D:「この碑文に『過ちは再び繰返しませんから』とあるのはむろん日本人をさしていることは明らかだ。それがどんな過ちであるのか私は疑う、ここにまつってあるのは原爆犠牲者の霊であり、原爆を落としたものの手はまだ清められていない、・・・・・
この過ちとはもしも前の戦争をさしているのなら、それも日本の責任ではない、その戦争の種は西洋諸国が東洋侵略のために起こしたものであることも明瞭である、国民がその良心に重い罪の悩みをもっていれば、いかなる国民も進歩、発展はないということをよく記憶せねばならぬ、過ちを繰り返さぬということが将来武器をとらぬことを意味するならそれは非常に立派な決意だ、日本がもし再軍備を願うなら、これは犠牲者の霊をボウトクするものである、これを書いた当事者はもっと明瞭な表現を用いた方がよかったと私は思う。」
この中で、「この過ちとはもしも前の戦争をさしているのなら、それも日本の責任ではない、その戦争の種は西洋諸国が東洋侵略のために起こしたものであることも明瞭である」というくだりはパル博士が東京裁判で主張した日本戦犯無罪論の根底にあった太平洋戦争史観の延長線上のものといえる。そこには原爆犠牲者も含む戦争被害者としての日本人の立場、アメリカの原爆投下責任を厳しく追及する良識的判断を含む一方で、日本によって侵略されたアジア諸国に対する日本の重層的加害責任(侵略戦争を主導した天皇を頂点とする政・軍首脳の第一義的責任と、そうした侵略戦争の開戦・継続を許した日本人の第二次的責任)を看過するという弱点が併存していた。そのため、舟橋論文①も指摘したように、パル博士の主張は「日本に戦争責任はないという断固たる意見表明によって、『過ち』の中味を問う姿勢がおざなりになり後退することになった」のは否めない。
また、こうした弱点があったがために、パル博士の碑文に対する疑義は、1950年7月にマッカーサーの指令によって結成された警察予備隊が52年10 月には保安隊に、54年7月には自衛隊に改組されるというように再軍備への道を進みつつあった日本の政治情勢に対する警鐘の面があったにもかかわらず、それが軽視され、日本無罪論の面だけが脚光を浴びたため、碑文反対派(書き換え論者)を勢いづかせることになった。しかし、パル博士の主張と、その後に登場した「原爆慰霊碑は日本人の恥」と主張する自国中心主義的な碑文批判論(「原爆慰霊碑を正す会」の主張)を碑文批判派としてひと括りにするのはあまりに粗雑である。私が碑文に対する賛否の色分けで事足れりとしてはならないと考えるゆえんである。
濱井市長と雑賀教授の反論
パル博士の碑文に対する疑義が掲載され、大きな反響を巻き起こした1952年11月4日の『中国新聞』には濱井信三広島市長(当時)の次のような談話が掲載された。
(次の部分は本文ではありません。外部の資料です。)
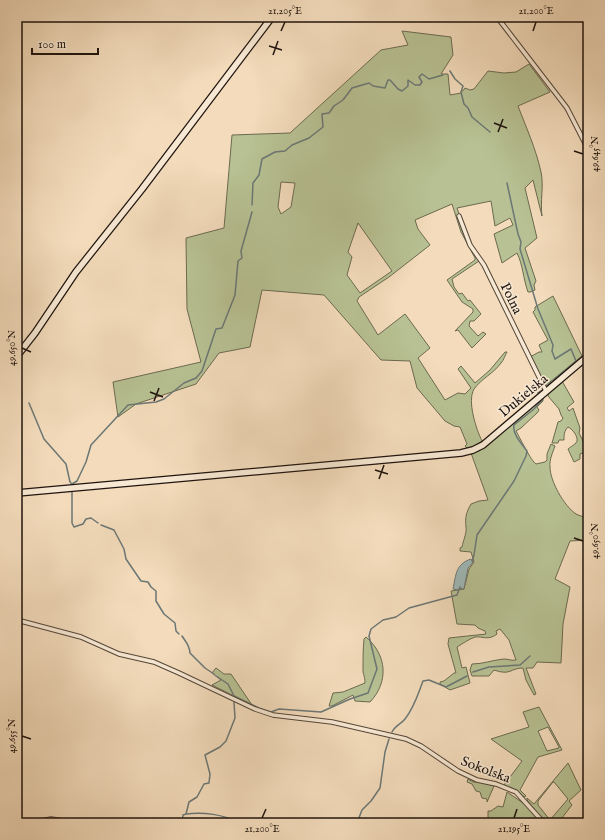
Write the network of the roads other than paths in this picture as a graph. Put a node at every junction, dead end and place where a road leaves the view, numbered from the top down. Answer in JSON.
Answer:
{"nodes":[{"id":1,"x":272,"y":17,"type":"edge"},
{"id":2,"x":497,"y":17,"type":"edge"},
{"id":3,"x":588,"y":149,"type":"edge"},
{"id":4,"x":459,"y":216,"type":"dead end"},
{"id":5,"x":17,"y":356,"type":"edge"},
{"id":6,"x":588,"y":356,"type":"edge"},
{"id":7,"x":546,"y":391,"type":"junction"},
{"id":8,"x":17,"y":493,"type":"edge"},
{"id":9,"x":17,"y":620,"type":"edge"},
{"id":10,"x":17,"y":821,"type":"edge"},
{"id":11,"x":30,"y":823,"type":"edge"},
{"id":12,"x":76,"y":823,"type":"edge"},
{"id":13,"x":103,"y":823,"type":"edge"},
{"id":14,"x":136,"y":823,"type":"edge"},
{"id":15,"x":544,"y":823,"type":"edge"}],
"edges":[{"from":1,"to":5,"type":"main road"},
{"from":2,"to":3,"type":"street"},
{"from":4,"to":7,"type":"street","name":"Polna"},
{"from":6,"to":7,"type":"main road","name":"Dukielska"},
{"from":7,"to":8,"type":"main road","name":"Dukielska"},
{"from":9,"to":15,"type":"street","name":"Sokolska"},
{"from":10,"to":11,"type":"street"},
{"from":11,"to":12,"type":"street"},
{"from":13,"to":14,"type":"street"}]}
E:過去の戦争は明らかに人類の過ちであった、私は碑の前に建つ人々がだれであろうと『自分に関する限りはあやまちは繰り返さない』という誓いと決意を固めることが将来の平和を築く基礎であり、また現在生きている人たちがそれを実践したときはじめて地下の英霊は安らかにに眠ることができるものである、碑の前に対してだれの罪であると個人をつかまえてせんさくする必要はないと思う・・・・・」
また、碑文作成に携わった雑賀教授も、パル博士の考えは狭量で、そのような立場からは原爆の惨禍は防げない、過ちを繰り返さないと霊前に誓うのは世界市民としての広島市民の気持ちであり、全人類の過去、現在、未来に通じる良心の叫びであるという反論を『中国新聞』(1952年11月11日)に寄せた(舟橋論文①、58ページ)。
このように見てくると、舟橋論文①では前記Bの江崎文子さんの意見と濱井市長、雑賀氏の意見を碑文擁護派として一括りにしているが、少しく内容を吟味すると両者が似て非なるものであることがわかる。なぜなら、江崎さんの意見は、アメリカの原爆投下責任を厳しく指摘したうえで、しかし、碑文の意味をそれだけに解消することに同意せず、満州事変以前からの日本のアジア近隣諸国への加害責任、それになすすべなく盲従した日本国民の責任も直視するべきという主張であり、繰り返してはならない過ちが国内にも国外にも余りに多いことに警鐘を鳴らす言葉として原爆慰霊碑の碑文を肯定的に理解したものである。
もし、碑文批判派と擁護派を、「過ち」=原爆投下とそれを許した責任の主体を明確に認識したうえで犠牲者を弔う言葉とするよう碑文を改めるべきと主張するのか、それとも、責任の主体を人類全体に拡散することによって原爆投下責任を希釈ないしは不問にするのか、という点で峻別するとすれば、江崎さんの意見は碑文批判派とまで言えないとしても、碑文擁護派では決してなく、碑文補強解釈派とでも呼ぶのが正しい。
これに対して、濱井市長と雑賀氏の意見は過去の戦争に対する責任を人類全体の過ちに「昇華」させ、国民一人一人が人類の一員として過失責任の一端を担う誓いとして碑文を擁護し、誰の過ちかといった問いは必要ないか、狭量でさえあるといって原爆投下責任、戦争責任に立ち入ることに背を向けたのであるから、上の江崎さんの意見とは対極にあるとさえいえる。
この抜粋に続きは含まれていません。